E’ il 1988. Quattro persone muoiono all'interno di una villa a Santa Andrea in Besanigo in via delle Puglie. Tutti uccisi con un colpo alla testa, legati alle mani e piedi. Una strage rimasta senza colpevoli. Gli inquirenti attribuirono la responsabilità di quel massacro  alla banda di Liubisa Vrbanoc, meglio conosciuto come ‘Manolo’. Ma alla vigilia del processo che lo vede imputato a Brescia per una tragica rapina, in cui fu sterminata un’intera famiglia, l’uomo non risulta reperibile nel carcere serbo dove si trovava detenuto. La Corte d’Assise di Brescia ha pertanto rinviato il processo. Nel 2011 l’Unità dei Delitti insoluti della Direzione centrale Anticrimine di Roma aveva riaperto il caso, senza di fatto aver mai sentito Manolo. Le vittime erano due coppie di amici di Montecatini: Luigi Pagliarani (60 anni), la moglie inglese Patricia Schofield (58), Sergio Galassi (66) e Silvana Di Vita (59).
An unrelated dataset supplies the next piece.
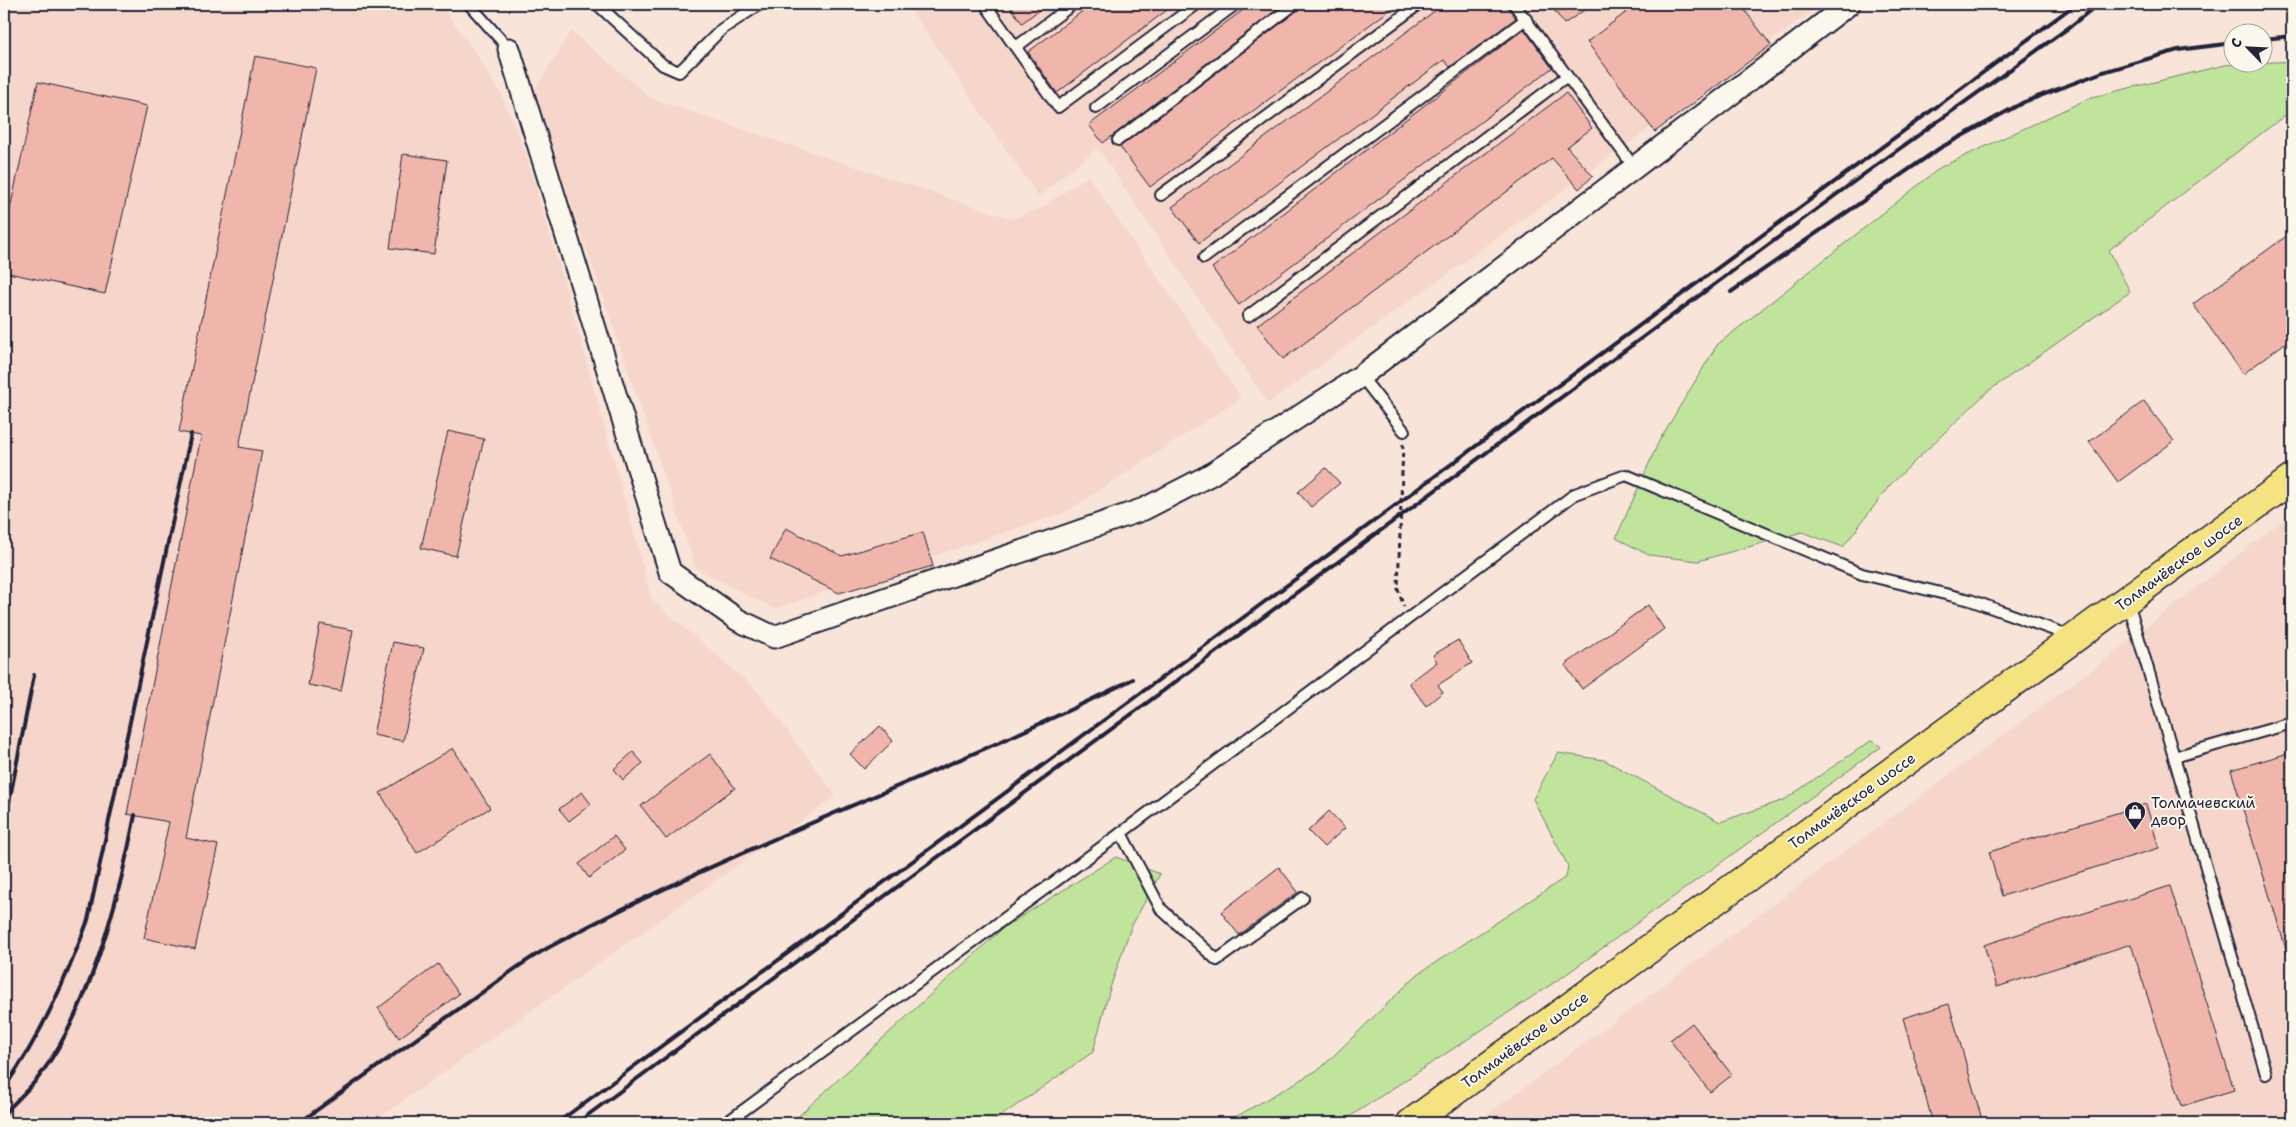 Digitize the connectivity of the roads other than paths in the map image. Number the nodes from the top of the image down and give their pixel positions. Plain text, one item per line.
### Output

Quando vennero trovati, in casa, era tutto sottosopra. La cassaforte aperta vuota, intorno il caos. Ma alla pista della rapina sfociata in tragedia nessuno ha mai creduto. Si seguirono altri filoni: da quello dell’eredità a quello di una banda di nomadi ma a quell’esecuzione nessun motivo venne mai trovato.